Thursday, February 19, 2009

frustrations of the heart...

why must i bring myself down...

i do such a damn good job at it.

i'm failing another class and doing nothing about it... i'm scared shitless to speak to the proffesor...  more than that... i'm scared to progress...  why can't i allow myself to become greater than what i am...  to love more and to fear less...  to jump knowing there's a net ready to catch me...

i'm willing to throw my self under the bus...

so i've lost another friend...  he's found a girlfriend... not saying that there is or was anything physical involved with us but when people start dating all they want is to be completly enwrapped with this other person.  by doing so they move on and stop talking to others around them.  not because they forget but because there's that other person who they have to tell their whatevers to.

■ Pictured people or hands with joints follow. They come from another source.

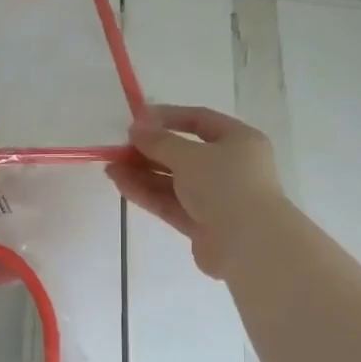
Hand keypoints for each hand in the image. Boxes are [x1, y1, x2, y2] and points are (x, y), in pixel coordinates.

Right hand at [107, 105, 288, 277]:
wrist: (249, 244)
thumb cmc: (226, 186)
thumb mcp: (189, 156)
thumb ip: (159, 142)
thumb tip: (136, 128)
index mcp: (239, 141)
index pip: (200, 121)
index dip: (168, 117)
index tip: (138, 119)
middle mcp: (230, 167)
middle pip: (184, 154)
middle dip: (149, 151)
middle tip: (119, 149)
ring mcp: (216, 198)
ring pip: (174, 181)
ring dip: (143, 174)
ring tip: (111, 169)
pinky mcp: (202, 224)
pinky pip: (172, 203)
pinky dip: (148, 194)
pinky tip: (122, 185)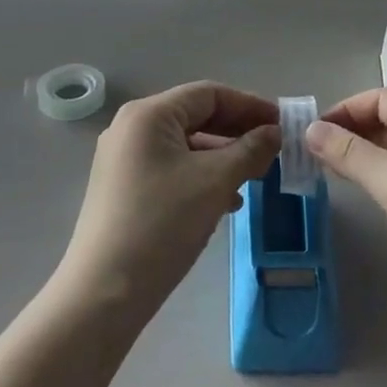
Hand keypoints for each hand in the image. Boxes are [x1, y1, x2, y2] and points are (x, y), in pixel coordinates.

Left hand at [58, 82, 278, 320]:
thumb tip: (274, 132)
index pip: (209, 94)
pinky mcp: (123, 188)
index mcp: (148, 114)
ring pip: (185, 145)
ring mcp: (123, 158)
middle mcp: (131, 127)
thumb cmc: (162, 224)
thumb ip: (250, 150)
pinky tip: (226, 201)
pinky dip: (201, 176)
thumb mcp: (215, 182)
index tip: (282, 123)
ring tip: (255, 178)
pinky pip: (171, 168)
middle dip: (237, 132)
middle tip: (273, 149)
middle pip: (196, 116)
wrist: (104, 292)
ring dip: (223, 157)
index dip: (249, 105)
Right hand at [307, 90, 386, 328]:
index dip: (343, 112)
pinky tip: (364, 188)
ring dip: (364, 154)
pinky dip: (382, 173)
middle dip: (350, 133)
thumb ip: (351, 153)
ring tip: (329, 170)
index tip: (310, 134)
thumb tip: (310, 129)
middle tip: (312, 155)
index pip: (380, 99)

i'm trying to distance myself from him because when i have friends i would like them to include me in their daily life.  this somebody has only spoken to me three times in the same day about 3 days ago and before that about a week and a half.  before that it was mostly every other day... well i don't like being replaced but its bothersome.  i don't have that other person to talk to the way i used to... he's got different priorities which is understable.

but i wish i was more in their life.  i want to be more in people's lives but i don't allow myself to become that more... i guess it takes more to get it out of me from those people... i guess that's too much than what a normal friendship takes... 

guess what... i'm not a normal friendship kind of person...  



so my sister today tells me... why can't i have you both with me all the time... refering to her husband and me... and i said because we can't have sex with each other... and she said no eww and he says  EXACTLY!